Early Complications: Thromboembolic events (if procoagulant therapy is overused), persistent bleeding, acute kidney injury, multi-organ dysfunction syndrome, transfusion-related acute lung injury (TRALI), and transfusion-associated circulatory overload (TACO).
Late Complications: Postoperative adhesions, incisional hernias, surgical site infections, and chronic organ damage due to prolonged hypoperfusion.
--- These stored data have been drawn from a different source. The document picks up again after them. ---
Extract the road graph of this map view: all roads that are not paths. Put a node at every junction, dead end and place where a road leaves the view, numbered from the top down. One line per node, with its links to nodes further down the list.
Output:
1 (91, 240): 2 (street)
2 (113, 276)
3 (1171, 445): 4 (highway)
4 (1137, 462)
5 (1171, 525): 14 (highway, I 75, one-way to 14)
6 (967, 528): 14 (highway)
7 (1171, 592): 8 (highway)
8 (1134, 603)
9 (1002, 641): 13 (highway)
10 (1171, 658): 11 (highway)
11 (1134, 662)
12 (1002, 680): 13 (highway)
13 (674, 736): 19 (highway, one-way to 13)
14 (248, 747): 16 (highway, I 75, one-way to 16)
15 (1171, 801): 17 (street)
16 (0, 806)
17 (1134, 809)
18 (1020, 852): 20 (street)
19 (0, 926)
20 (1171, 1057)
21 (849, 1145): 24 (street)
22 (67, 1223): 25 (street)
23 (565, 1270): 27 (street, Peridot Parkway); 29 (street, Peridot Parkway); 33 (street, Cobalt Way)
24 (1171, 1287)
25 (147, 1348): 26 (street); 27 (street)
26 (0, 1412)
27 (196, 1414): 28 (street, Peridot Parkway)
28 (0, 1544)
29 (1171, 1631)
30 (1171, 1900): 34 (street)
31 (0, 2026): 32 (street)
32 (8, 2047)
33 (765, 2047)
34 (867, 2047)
Prevention Strategies: Proactive identification and management of coagulopathy using ROTEM, adherence to transfusion guidelines, careful surgical technique, adequate fluid management, and early recognition of complications.

Key Points

Exam Focus:
-ROTEM is a viscoelastic method providing dynamic coagulation assessment
-Understand the different activators (INTEM, EXTEM, FIBTEM, APTEM) and their specific roles
-Key parameters: CT, CFT, MCF, ML
-Low FIBTEM MCF signifies hypofibrinogenemia
-High ML reduced by APTEM indicates hyperfibrinolysis
-Differentiate between factor deficiencies, platelet dysfunction, and fibrinogen issues.
Clinical Pearls:
-Always interpret ROTEM in the context of the clinical scenario and other laboratory findings
-Aim for specific product replacement rather than empirical transfusion
-Normalization of ROTEM parameters guides discontinuation of therapy
-Consider patient's anticoagulant/antiplatelet status when interpreting results.
Common Mistakes:
-Over-reliance on conventional coagulation tests without considering dynamic hemostasis
-Misinterpreting hyperfibrinolysis (failure to use APTEM)
-Not differentiating between platelet issues and fibrinogen deficiency
-Incorrectly applying ROTEM results without considering patient history and surgical context.